Melanie Shapiro is a Bar Advocate for Worcester County. She completed the Zealous Advocacy intensive training with the Committee for Public Counsel Service to represent adults and juveniles in criminal proceedings in the Massachusetts District Courts.
In Massachusetts, a misdemeanor is any criminal offense that does not carry the potential for state prison. The maximum sentence for a misdemeanor is 2 ½ years in the house of corrections. Usually, a misdemeanor sentence can include incarceration at the house of corrections or a term of probation.
A felony is any criminal offense that is punishable by state prison time. Felony crimes involve drug and narcotics charges, arson, burglary, armed robbery, murder and/or attempted murder, rape and/or sexual assault, kidnapping, and aggravated assault and battery.
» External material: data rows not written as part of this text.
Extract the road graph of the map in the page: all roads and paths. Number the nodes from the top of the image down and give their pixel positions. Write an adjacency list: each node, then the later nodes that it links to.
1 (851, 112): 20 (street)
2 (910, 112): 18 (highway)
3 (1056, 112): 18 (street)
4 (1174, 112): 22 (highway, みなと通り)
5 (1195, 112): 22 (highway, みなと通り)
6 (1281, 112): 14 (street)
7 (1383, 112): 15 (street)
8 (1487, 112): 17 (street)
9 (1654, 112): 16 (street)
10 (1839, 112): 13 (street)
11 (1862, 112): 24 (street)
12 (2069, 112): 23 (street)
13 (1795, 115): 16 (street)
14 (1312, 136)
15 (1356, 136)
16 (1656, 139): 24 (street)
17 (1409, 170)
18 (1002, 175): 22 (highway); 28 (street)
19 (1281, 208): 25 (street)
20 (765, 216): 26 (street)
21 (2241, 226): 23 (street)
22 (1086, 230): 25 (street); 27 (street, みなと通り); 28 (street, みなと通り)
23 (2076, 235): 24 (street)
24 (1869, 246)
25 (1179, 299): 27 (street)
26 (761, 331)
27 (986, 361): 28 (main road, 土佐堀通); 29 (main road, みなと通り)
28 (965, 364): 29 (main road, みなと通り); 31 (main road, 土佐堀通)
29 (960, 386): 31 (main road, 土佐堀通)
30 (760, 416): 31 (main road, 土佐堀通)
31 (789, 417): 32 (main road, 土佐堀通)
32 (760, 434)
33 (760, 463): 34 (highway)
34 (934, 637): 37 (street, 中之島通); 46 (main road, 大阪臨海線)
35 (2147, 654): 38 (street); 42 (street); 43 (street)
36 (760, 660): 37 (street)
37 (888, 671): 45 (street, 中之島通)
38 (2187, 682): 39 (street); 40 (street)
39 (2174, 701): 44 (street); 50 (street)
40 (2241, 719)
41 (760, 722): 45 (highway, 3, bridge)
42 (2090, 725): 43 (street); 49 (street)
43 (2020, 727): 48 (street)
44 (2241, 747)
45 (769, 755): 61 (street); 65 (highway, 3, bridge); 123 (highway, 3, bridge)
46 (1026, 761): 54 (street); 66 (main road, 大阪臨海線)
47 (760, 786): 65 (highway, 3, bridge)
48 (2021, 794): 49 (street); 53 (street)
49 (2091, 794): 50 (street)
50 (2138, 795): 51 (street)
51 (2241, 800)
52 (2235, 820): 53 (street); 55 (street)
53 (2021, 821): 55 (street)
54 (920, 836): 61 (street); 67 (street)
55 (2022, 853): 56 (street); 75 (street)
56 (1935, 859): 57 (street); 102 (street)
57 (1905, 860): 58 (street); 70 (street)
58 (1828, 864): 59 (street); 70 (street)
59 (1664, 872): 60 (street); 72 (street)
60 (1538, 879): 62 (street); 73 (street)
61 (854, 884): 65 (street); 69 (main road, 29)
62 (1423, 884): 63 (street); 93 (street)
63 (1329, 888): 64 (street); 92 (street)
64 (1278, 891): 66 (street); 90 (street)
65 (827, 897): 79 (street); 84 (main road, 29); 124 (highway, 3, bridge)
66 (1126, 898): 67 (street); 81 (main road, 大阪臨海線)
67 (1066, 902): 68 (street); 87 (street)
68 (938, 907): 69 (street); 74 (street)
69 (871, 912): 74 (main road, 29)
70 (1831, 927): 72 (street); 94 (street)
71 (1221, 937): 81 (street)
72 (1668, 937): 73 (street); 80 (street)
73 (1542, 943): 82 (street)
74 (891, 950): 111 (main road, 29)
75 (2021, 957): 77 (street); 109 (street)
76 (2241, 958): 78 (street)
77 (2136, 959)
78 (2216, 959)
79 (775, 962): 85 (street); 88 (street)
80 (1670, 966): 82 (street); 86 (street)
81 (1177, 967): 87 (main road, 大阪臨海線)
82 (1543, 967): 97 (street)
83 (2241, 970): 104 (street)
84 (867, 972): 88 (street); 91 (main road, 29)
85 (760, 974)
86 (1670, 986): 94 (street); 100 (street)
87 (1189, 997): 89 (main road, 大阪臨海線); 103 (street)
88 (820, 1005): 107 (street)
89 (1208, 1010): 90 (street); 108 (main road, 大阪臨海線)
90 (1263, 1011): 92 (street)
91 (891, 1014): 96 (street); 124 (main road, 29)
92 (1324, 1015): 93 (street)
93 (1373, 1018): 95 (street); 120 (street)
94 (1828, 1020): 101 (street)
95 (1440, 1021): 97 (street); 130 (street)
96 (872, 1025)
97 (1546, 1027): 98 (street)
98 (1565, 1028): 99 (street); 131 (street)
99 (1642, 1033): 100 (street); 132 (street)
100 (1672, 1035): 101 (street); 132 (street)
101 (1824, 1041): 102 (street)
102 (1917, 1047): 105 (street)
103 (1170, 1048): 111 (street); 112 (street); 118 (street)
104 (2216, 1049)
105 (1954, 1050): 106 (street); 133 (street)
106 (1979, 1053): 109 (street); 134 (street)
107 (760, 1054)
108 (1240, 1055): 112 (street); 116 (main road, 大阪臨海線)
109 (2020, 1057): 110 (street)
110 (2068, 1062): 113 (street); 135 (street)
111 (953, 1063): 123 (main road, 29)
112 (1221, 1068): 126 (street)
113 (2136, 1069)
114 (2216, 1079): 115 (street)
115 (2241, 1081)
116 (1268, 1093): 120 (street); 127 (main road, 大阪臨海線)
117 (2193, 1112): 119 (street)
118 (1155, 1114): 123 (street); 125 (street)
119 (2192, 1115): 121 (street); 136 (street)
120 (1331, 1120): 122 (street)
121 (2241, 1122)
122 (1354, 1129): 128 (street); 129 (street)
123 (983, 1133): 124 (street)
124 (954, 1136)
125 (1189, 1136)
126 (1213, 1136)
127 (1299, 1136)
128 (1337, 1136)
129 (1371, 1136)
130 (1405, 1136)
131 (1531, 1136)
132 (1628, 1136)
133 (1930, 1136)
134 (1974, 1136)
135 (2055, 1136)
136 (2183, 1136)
A felony conviction privileges and Constitutional rights of U.S. citizenship.
“Crimmigration” is the crossover between immigration and criminal law. Attorney Shapiro’s expertise in immigration law sets up immigrant clients in criminal proceedings in the best position to make decisions that have a huge impact on their immigration status.
It is important to have someone to defend you who understands the impact on immigration status. The way that immigration interprets criminal dispositions is complicated. For example, a misdemeanor can be considered an “aggravated felony” for immigration purposes and a disposition that does not result in a conviction under criminal law can still be considered a conviction for immigration purposes. The way that immigration law interprets criminal law can change too based on new appellate court decisions.
There are several remedies that may be available to a person seeking to overturn a conviction or reduce the punishment. These include motions for a new trial, motions for sentence reduction, motions to vacate, and habeas corpus petitions.
In 2010, the Supreme Court of the United States held that criminal defense attorneys are required under the Sixth Amendment to advise noncitizen clients of the immigration consequences of their guilty pleas. If a defendant was not properly advised of the immigration consequences of a plea deal, they may be able to have the conviction vacated. Padilla v. Kentucky, 130 S. Ct. 1473 (2010).